**TASK BRIEF**.
From the listing below, extract every line in which the word "edges" appears.

**DATA RECORDS**.
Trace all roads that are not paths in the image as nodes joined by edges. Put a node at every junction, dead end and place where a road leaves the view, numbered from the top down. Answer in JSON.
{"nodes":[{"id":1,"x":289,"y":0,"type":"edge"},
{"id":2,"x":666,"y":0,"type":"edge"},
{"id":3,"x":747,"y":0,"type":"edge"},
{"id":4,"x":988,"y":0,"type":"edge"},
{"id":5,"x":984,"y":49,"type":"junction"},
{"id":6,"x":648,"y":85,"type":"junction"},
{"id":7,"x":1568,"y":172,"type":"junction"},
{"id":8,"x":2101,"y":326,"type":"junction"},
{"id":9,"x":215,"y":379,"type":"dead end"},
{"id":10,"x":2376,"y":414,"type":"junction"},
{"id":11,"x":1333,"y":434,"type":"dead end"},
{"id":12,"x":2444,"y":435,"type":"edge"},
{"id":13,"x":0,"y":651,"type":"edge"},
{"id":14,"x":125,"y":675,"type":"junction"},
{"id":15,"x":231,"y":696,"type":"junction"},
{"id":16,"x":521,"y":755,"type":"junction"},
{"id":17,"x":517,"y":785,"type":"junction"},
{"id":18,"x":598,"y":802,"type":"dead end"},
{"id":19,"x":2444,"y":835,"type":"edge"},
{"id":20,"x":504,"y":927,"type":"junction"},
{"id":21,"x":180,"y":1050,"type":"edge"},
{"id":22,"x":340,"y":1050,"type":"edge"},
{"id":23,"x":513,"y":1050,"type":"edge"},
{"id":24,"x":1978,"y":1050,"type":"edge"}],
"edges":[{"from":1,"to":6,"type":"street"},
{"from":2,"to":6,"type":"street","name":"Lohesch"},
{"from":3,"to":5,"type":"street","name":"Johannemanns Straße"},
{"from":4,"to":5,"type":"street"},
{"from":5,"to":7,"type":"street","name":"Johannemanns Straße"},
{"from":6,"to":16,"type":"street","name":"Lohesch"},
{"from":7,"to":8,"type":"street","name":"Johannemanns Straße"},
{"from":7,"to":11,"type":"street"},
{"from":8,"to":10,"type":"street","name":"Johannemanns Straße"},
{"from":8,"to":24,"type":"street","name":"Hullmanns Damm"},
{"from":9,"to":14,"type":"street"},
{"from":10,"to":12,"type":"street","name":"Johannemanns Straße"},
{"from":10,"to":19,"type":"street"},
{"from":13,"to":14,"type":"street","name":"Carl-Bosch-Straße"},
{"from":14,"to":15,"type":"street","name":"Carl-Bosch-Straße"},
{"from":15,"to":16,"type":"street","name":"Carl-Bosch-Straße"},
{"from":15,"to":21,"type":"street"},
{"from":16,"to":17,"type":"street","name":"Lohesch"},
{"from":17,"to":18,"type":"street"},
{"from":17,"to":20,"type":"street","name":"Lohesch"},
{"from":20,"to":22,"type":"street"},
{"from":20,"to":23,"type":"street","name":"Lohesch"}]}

**WRITTEN ANSWER**.
Trace all roads that are not paths in the image as nodes joined by edges. Put a node at every junction, dead end and place where a road leaves the view, numbered from the top down. Answer in JSON.
"edges":[{"from":1,"to":6,"type":"street"},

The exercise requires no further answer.